Best friends? Everyone's gotta have one. Whether it'd be the old ones or the new ones. We need old friends to help us grow old and new friends to help us stay young. Well, throughout my lifetime I've had many sets of friends but I've got two of the most dearest sets of friends. During primary school, I've had Hannah, Sarah and Afiqah. They were the best and most awesome friends any being in this planet could think of. They were there with me throughout my ups and downs Throughout my battles and struggles. With them, I still would be smiling through tears. The tears would be forgotten and the sunshine and happiness would be coming my way when I'm with them. Nothing could stop us. Even meteor showers couldn't. Well, that's how I felt having them by my side. They were the peanut butter to my jam, the pens to my paper, the shoelaces to my shoes and the missing pieces to my puzzle. They were my everything next to my family. With the, I didn't had a care in the world. Absolutely nothing. Everything meant all fun and happiness. But as the years past, it was the last year at primary school, then the last day, then the day of the results, and finally it was the day where we got to know which schools we'd continue our studies to. I've been accepted at the three schools I've applied to but I chose the boarding school so it meant that I've got to say goodbye to Hannah, Afiqah and Sarah. It was sad and hard breaking. Since my new high school was a boarding school at another state with none of the people I've known. I felt very alone and empty. I felt like I had nothing to hold on to. No one. No friends, no family, no joy, no happiness. Everything was so new and unlike anything I knew. Yeah, it was a new start.
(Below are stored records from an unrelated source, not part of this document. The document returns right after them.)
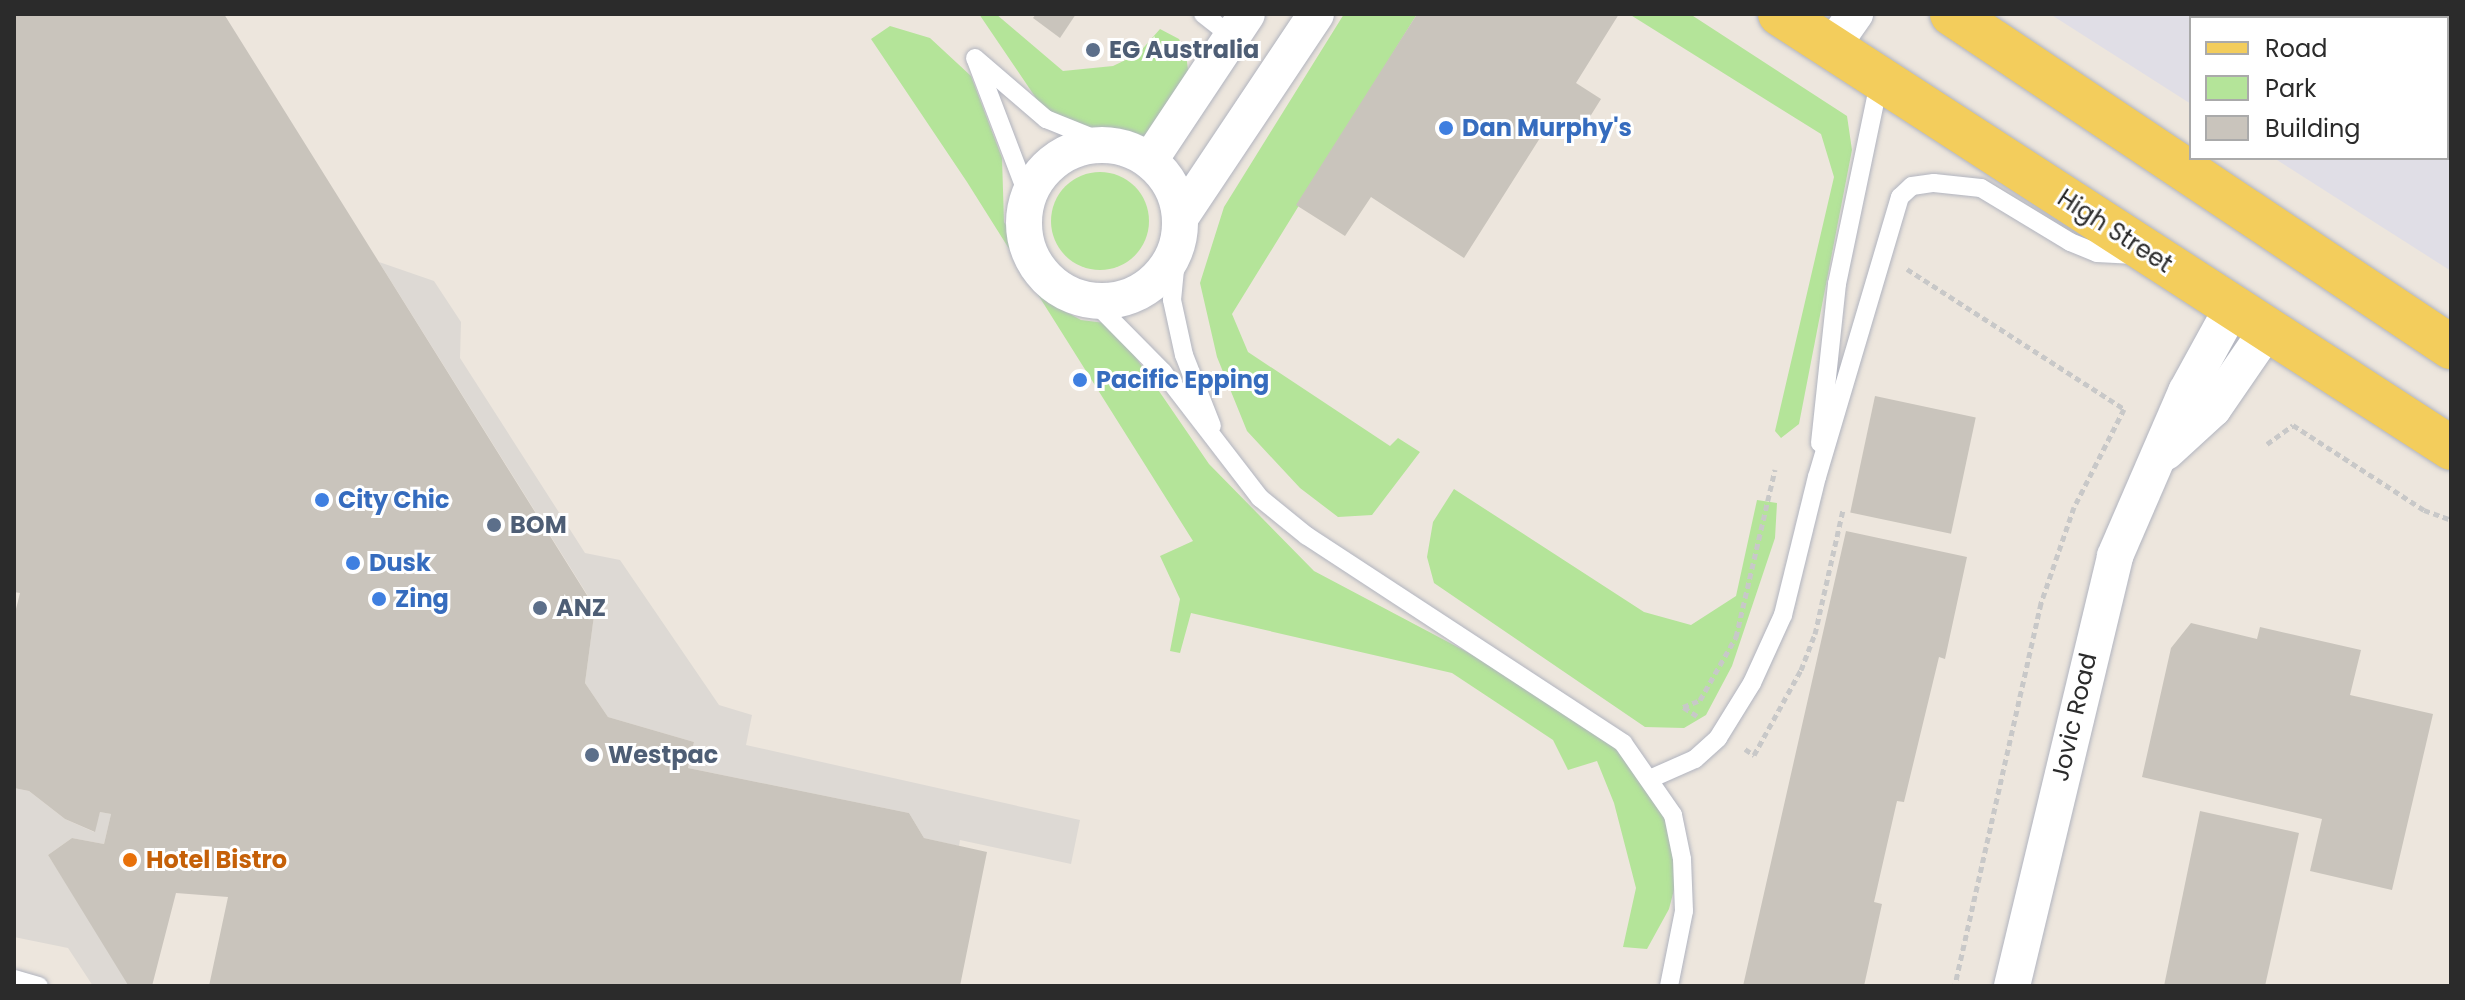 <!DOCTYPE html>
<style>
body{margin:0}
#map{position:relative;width:2465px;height:1000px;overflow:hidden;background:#ede6dd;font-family:Poppins,sans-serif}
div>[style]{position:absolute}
.industrial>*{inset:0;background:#e0dee6}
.green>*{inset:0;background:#b4e499}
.round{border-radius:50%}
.plaza>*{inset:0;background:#ddd9d4}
.building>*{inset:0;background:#c9c4bc;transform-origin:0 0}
.path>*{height:5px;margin-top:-2.5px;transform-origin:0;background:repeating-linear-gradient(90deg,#c8c8c8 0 6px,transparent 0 10px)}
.roads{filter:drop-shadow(0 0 2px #b1b4bf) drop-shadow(0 0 2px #b1b4bf)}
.service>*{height:18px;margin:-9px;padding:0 9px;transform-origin:9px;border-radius:9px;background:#fff}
.minor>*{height:36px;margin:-18px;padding:0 18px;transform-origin:18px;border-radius:18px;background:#fff}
.minor>.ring{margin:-18px;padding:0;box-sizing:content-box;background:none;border:36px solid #fff;border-radius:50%}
.primary>*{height:44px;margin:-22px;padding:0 22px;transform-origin:22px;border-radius:22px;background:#f3cd5c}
.dots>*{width:22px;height:22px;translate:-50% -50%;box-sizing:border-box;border:4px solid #fff;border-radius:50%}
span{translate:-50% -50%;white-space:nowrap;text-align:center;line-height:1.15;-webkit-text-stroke:6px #fff;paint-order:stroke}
.service-label{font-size:24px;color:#4e5e75;font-weight:700}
.left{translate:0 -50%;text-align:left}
.shop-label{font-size:24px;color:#366cbe;font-weight:700}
.street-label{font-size:24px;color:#2b2b2b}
.food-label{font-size:24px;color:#c56008;font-weight:700}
.frame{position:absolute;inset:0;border:16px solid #2b2b2b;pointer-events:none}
.legend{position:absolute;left:2189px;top:16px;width:260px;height:144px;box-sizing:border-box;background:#fff;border:2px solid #aaa;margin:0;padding:10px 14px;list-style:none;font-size:24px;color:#2b2b2b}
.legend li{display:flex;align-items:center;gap:16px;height:40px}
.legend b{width:40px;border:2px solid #aaa}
</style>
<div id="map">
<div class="industrial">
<i style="clip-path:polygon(2050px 14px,2451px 14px,2451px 271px,2274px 158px,2447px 158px,2447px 18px,2191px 18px,2191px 104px)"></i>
</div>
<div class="green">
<i style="clip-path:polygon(979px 14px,996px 14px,1063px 71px,1113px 66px,1138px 54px,1160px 29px,1179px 39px,1186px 54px,1191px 94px,1165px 132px,1127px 148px,1108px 144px,1042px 107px)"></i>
<i style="clip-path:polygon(1344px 14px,1417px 14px,1232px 314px,1248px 352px,1390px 446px,1398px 438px,1420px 452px,1372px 515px,1338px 517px,1300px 488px,1247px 431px,1217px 357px,1200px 283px,1224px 207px)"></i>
<i style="clip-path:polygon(1629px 14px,1690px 14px,1847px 116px,1852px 150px,1799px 424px,1781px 438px,1775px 431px,1834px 177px,1821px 134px)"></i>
<i style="clip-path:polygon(890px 26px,930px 38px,971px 76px,1002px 158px,1004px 222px,1050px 303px,1081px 320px,1113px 324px,1209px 464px,1314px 571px,1567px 705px,1652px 778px,1682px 859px,1669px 909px,1647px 949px,1623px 947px,1636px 888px,1614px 803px,1597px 761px,1568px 770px,1553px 740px,1452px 673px,1191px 613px,1180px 653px,1170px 651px,1180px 599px,1160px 556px,1193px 541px,967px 182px,871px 39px)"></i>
<i class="round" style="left:1051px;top:172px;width:98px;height:98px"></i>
<i style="clip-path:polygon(1454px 489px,1644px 612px,1691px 625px,1736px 596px,1757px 500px,1777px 503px,1775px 538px,1732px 666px,1706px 715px,1684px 728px,1645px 727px,1434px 583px,1427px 557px,1433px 522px)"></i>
</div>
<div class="plaza">
<i style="clip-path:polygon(379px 262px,434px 281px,461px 322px,460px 358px,585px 553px,620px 560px,719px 705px,752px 715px,746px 745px,1080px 820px,1071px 864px,960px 840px,959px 846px,924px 838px,909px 813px,688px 768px,694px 742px,608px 717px,585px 683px,595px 607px)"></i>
<i style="clip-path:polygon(14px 788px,29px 791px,65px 819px,94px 832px,100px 812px,111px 814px,104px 844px,72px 838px,48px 855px,131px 986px,93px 986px,68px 948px,14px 937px)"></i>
</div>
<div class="building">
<i style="clip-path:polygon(14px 14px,224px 14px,595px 608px,585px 683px,608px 717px,694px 742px,688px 768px,909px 813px,924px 838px,987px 852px,960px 986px,209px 986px,228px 897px,176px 893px,152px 986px,128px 985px,48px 855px,72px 838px,104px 844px,111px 814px,100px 812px,95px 832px,65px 819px,29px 791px,14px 788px,14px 617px,20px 593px,14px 592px)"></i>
<i style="clip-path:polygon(1036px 14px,1076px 14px,1060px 38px,1033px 18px)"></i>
<i style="clip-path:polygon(1417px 14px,1619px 14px,1576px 83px,1601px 99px,1578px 136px,1552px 119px,1464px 258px,1371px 197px,1345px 236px,1296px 205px)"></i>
<i style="left:1875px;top:396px;width:103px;height:119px;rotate:12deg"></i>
<i style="clip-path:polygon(1846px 531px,1967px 557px,1945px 659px,1939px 657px,1904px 802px,1897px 801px,1874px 902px,1882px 904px,1864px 986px,1743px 986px)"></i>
<i style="clip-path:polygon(2191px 623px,2257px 639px,2260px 627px,2361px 650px,2350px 695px,2433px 714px,2392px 890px,2310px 871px,2322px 819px,2142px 777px,2171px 648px)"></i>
<i style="clip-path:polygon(2200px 811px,2299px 833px,2265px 986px,2164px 986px)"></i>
</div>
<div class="path">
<i style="left:1907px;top:269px;width:258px;rotate:32.8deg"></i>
<i style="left:2124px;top:409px;width:110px;rotate:117deg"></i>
<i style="left:2074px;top:507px;width:102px;rotate:109deg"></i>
<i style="left:2041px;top:603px;width:393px;rotate:102.7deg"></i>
<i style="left:2267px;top:444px;width:32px;rotate:-36deg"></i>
<i style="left:2293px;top:425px;width:156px;rotate:33deg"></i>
<i style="left:2424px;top:510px;width:29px;rotate:20deg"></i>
<i style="left:1697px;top:716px;width:17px;rotate:-147deg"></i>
<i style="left:1683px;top:707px;width:18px;rotate:-22deg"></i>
<i style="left:1700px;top:700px;width:73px;rotate:-60.3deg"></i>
<i style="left:1736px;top:637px;width:172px;rotate:-76.9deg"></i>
<i style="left:1745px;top:749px;width:11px;rotate:34deg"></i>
<i style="left:1754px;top:755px;width:97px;rotate:-61.1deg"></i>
<i style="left:1801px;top:670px;width:39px;rotate:-69deg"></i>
<i style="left:1815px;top:634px;width:127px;rotate:-77.3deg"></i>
</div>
<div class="roads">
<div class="service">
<i style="left:1203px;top:14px;width:37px;rotate:38deg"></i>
<i style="left:975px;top:58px;width:94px;rotate:40.7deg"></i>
<i style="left:1046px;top:119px;width:67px;rotate:22deg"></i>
<i style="left:976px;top:60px;width:146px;rotate:69.1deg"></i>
<i style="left:1178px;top:239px;width:61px;rotate:95.6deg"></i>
<i style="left:1172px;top:300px;width:56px;rotate:77.7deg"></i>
<i style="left:1184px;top:355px;width:76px;rotate:68.5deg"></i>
<i style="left:1092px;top:300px;width:101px;rotate:45.4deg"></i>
<i style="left:1163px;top:372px;width:159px;rotate:52.4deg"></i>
<i style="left:1260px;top:498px;width:60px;rotate:39deg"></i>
<i style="left:1307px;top:536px;width:378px;rotate:33.2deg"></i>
<i style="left:1623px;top:743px;width:88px;rotate:55.2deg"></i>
<i style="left:1673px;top:815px;width:45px;rotate:78.4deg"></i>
<i style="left:1682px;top:859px;width:52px;rotate:87.8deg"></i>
<i style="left:1684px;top:911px;width:76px;rotate:101.3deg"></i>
<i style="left:1820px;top:443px;width:160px;rotate:-83.9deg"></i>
<i style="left:1837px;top:284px;width:209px;rotate:-78.2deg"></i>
<i style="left:1652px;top:778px;width:47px;rotate:-23.8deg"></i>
<i style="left:1695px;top:759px;width:31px;rotate:-42deg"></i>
<i style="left:1718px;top:738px;width:65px;rotate:-58.3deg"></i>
<i style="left:1752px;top:683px;width:75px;rotate:-65.5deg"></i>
<i style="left:1783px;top:615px;width:142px;rotate:-76.2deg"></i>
<i style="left:1817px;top:477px;width:292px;rotate:-73.5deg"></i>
<i style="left:1900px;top:197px;width:16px;rotate:-43deg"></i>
<i style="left:1912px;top:186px;width:22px;rotate:-8deg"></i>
<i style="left:1934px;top:183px;width:47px;rotate:6.1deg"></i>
<i style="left:1981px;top:188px;width:104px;rotate:31.2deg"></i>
<i style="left:2070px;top:242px;width:29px;rotate:22deg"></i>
<i style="left:2097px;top:253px;width:38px;rotate:3deg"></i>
<i style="left:14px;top:979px;width:26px;rotate:16deg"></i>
</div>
<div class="minor">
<i style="left:1831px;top:48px;width:42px;rotate:-54.8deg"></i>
<i class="ring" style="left:1024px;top:145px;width:120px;height:120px"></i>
<i style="left:1150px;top:160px;width:175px;rotate:-56.4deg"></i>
<i style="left:1180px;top:218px;width:245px;rotate:-56.3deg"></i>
<i style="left:2166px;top:452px;width:64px;rotate:-42.5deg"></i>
<i style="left:2213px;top:409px;width:97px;rotate:-55.5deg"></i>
<i style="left:2012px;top:986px;width:442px;rotate:-76.5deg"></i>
<i style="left:2115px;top:556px;width:179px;rotate:-66.6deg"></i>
<i style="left:2186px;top:392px;width:98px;rotate:-61.3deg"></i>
</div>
<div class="primary">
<i style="left:1780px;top:14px;width:799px;rotate:32.89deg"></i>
<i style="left:1952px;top:14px;width:600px;rotate:33.72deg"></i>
</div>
</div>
<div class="dots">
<i style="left:1093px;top:50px;background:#5c6f8a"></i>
<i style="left:1446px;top:128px;background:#3f7fe0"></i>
<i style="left:1080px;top:380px;background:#3f7fe0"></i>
<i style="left:322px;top:500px;background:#3f7fe0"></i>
<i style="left:494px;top:525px;background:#5c6f8a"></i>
<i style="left:353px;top:563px;background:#3f7fe0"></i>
<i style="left:379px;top:599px;background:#3f7fe0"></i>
<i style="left:540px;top:608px;background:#5c6f8a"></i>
<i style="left:592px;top:755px;background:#5c6f8a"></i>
<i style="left:130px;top:860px;background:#e8710a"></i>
</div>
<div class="service-label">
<span class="left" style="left:1109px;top:50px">EG Australia</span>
<span class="left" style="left:510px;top:525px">BOM</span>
<span class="left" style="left:556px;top:608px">ANZ</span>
<span class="left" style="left:608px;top:755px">Westpac</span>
</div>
<div class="shop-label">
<span class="left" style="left:1462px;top:128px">Dan Murphy's</span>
<span class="left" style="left:1096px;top:380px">Pacific Epping</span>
<span class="left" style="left:338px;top:500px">City Chic</span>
<span class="left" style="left:369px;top:563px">Dusk</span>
<span class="left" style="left:395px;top:599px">Zing</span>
</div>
<div class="street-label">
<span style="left:2115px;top:231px;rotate:33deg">High Street</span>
<span style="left:2074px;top:717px;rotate:-77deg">Jovic Road</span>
</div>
<div class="food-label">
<span class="left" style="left:146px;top:860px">Hotel Bistro</span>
</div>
<div class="frame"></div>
<ul class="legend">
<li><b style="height:10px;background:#f3cd5c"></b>Road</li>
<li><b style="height:22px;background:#b4e499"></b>Park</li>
<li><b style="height:22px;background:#c9c4bc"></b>Building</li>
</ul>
</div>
So, high school. It wasn't what I expected. It wasn't exactly what I saw on tv. It's way more complicated. Way more challenging. WAY more annoying. But throughout the things I hated about it, it actually is very nice, I mean, I go to a girls' boarding school which meant I'd do crazier things than the ones I'd do at a normal school. I mean, I can actually be myself, no more acting, no more lying, no more trying to be someone else. The challenges make me stronger. The complications make me wiser. The annoyance make me way more annoying than I used to be. Hah, just kidding. The annoyance made me able to stand up to things and made me less scared and timid as I used to be. High school changed me. a lot. And the people I met there, they were different, much more interesting. Surely not the ones I used to see everyday at my old school. There were different kinds of people from all over the country, nice ones, funny ones, pretty ones, talented ones, mean ones, kind ones and even ones that I don't exactly know how to describe. And the friends I made there are also different. WAY different than who I am that is. And they are Huda, Nadh, Ady, Asher, A'ad, Sarah, Narisha, Anis, Hani, Wardy and way more than I had at my old school. Maybe it's because I see their faces everyday that I became friends with them. I feel like I'm friends with my whole class, it's just amazing how we came together and be best friends. You may think it's impossible to have more than two or three best friends but I have loads. But Huda, Nadh, A'ad and I do mostly the craziest and stupidest things when we're together but who cares? I don't think it's possible for someone to stop a friendship that's that meaningful and crazy. It's the best of friendships when you do those crazy things together. We're psychos together. We are who we are.
That's us. Exactly who we are.

Even tho I've got new friends and all, I still remember my old friends the way they are. Perfect. I miss you guys so much. Wish I could meet up with you guys again and I solemnly swear our friendship would never fade. To my new friends, thanks for being friends with me and not giving up. Every single one of you, you mean the world to me and it would hurt so much to lose even a single one of you. I hope you guys read this and know how much I love you guys. 

xx Hasya.     

Whoa! I just realized how dramatic this entry is. A huge round of applause to me.